- [WHAT THE TASK ASKS] The expected answer comprises all lines from the entries that contain the string "letter".

Saved entries:

————————

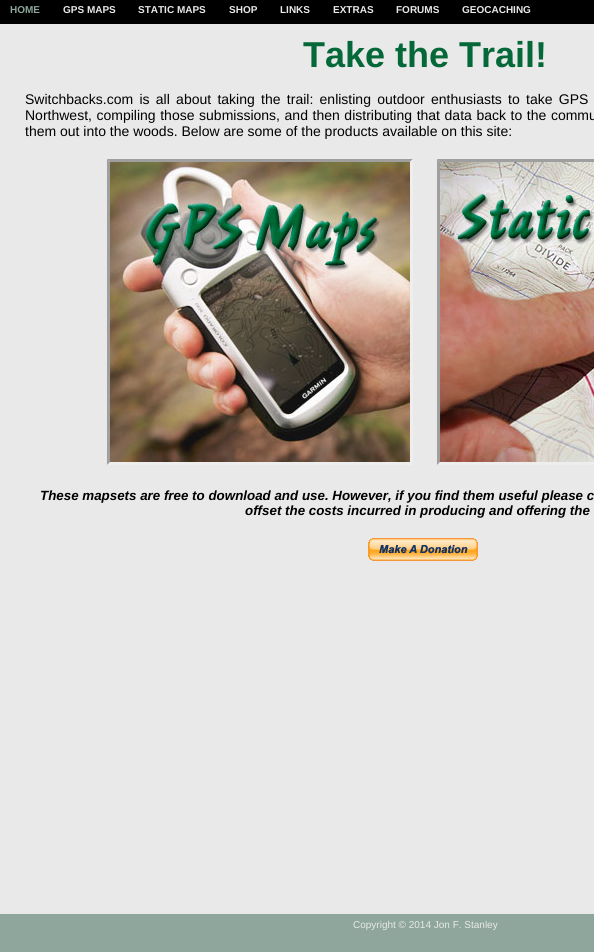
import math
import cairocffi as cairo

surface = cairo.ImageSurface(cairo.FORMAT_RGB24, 594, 952)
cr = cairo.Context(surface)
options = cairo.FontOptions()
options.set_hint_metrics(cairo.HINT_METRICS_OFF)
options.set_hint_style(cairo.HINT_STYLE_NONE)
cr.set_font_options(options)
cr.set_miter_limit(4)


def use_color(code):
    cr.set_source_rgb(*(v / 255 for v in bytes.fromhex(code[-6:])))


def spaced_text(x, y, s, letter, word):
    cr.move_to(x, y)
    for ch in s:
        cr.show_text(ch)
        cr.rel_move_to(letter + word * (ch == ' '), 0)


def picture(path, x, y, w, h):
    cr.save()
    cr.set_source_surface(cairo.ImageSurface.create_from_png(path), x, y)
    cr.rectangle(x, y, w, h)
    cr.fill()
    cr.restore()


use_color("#8ea69b")
cr.paint()
use_color("#000000")
cr.rectangle(0, 0, 594, 24)
cr.fill()
cr.select_font_face("Liberation Sans", cairo.FONT_SLANT_NORMAL, cairo.FONT_WEIGHT_BOLD)
cr.set_font_size(10)
use_color("#8ea69b")
cr.move_to(10, 13)
cr.show_text("HOME")
use_color("#e9e9e9")
cr.move_to(63, 13)
cr.show_text("GPS MAPS")
cr.move_to(138, 13)
cr.show_text("STATIC MAPS")
cr.move_to(229, 13)
cr.show_text("SHOP")
cr.move_to(280, 13)
cr.show_text("LINKS")
cr.move_to(333, 13)
cr.show_text("EXTRAS")
cr.move_to(396, 13)
cr.show_text("FORUMS")
cr.move_to(462, 13)
cr.show_text("GEOCACHING")
cr.rectangle(0, 24, 594, 890)
cr.fill()
cr.set_font_size(36)
use_color("#056839")
cr.move_to(303, 67)
cr.show_text("Take the Trail!")
cr.select_font_face("Liberation Sans")
cr.set_font_size(14)
use_color("#000000")
spaced_text(25, 104, "Switchbacks.com is all about taking the trail: enlisting outdoor enthusiasts to take GPS", 0, 2.4)
spaced_text(25, 120, "Northwest, compiling those submissions, and then distributing that data back to the commu", 0, 0.7)
cr.move_to(25, 136)
cr.show_text("them out into the woods. Below are some of the products available on this site:")
use_color("#9f9f9f")
cr.new_path()
cr.move_to(107, 159)
cr.line_to(413, 159)
cr.line_to(410, 162)
cr.line_to(110, 162)
cr.close_path()
cr.fill()
use_color("#eeeeee")
cr.new_path()
cr.move_to(413, 159)
cr.line_to(413, 465)
cr.line_to(410, 462)
cr.line_to(410, 162)
cr.close_path()
cr.fill()
cr.new_path()
cr.move_to(413, 465)
cr.line_to(107, 465)
cr.line_to(110, 462)
cr.line_to(410, 462)
cr.close_path()
cr.fill()
use_color("#9f9f9f")
cr.new_path()
cr.move_to(107, 465)
cr.line_to(107, 159)
cr.line_to(110, 162)
cr.line_to(110, 462)
cr.close_path()
cr.fill()
cr.new_path()
cr.move_to(437, 159)
cr.line_to(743, 159)
cr.line_to(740, 162)
cr.line_to(440, 162)
cr.close_path()
cr.fill()
picture("img1.png", 110, 162, 300, 300)
use_color("#eeeeee")
cr.new_path()
cr.move_to(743, 465)
cr.line_to(437, 465)
cr.line_to(440, 462)
cr.line_to(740, 462)
cr.close_path()
cr.fill()
use_color("#9f9f9f")
cr.new_path()
cr.move_to(437, 465)
cr.line_to(437, 159)
cr.line_to(440, 162)
cr.line_to(440, 462)
cr.close_path()
cr.fill()
picture("img2.png", 440, 162, 154, 300)
cr.select_font_face("Liberation Sans", cairo.FONT_SLANT_ITALIC, cairo.FONT_WEIGHT_BOLD)
cr.set_font_size(13.35)
use_color("#000000")
cr.move_to(40, 500)
cr.show_text("These mapsets are free to download and use. However, if you find them useful please c")
cr.move_to(245, 515)
cr.show_text("offset the costs incurred in producing and offering the")
picture("img3.png", 368, 538, 110, 23)
cr.select_font_face("Liberation Sans")
cr.set_font_size(10)
use_color("#e9e9e9")
cr.move_to(353, 928)
cr.show_text("Copyright © 2014 Jon F. Stanley")
surface.write_to_png("result.png")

————————

- [OUTPUT FOR THIS EXERCISE]
def spaced_text(x, y, s, letter, word):
        cr.rel_move_to(letter + word * (ch == ' '), 0)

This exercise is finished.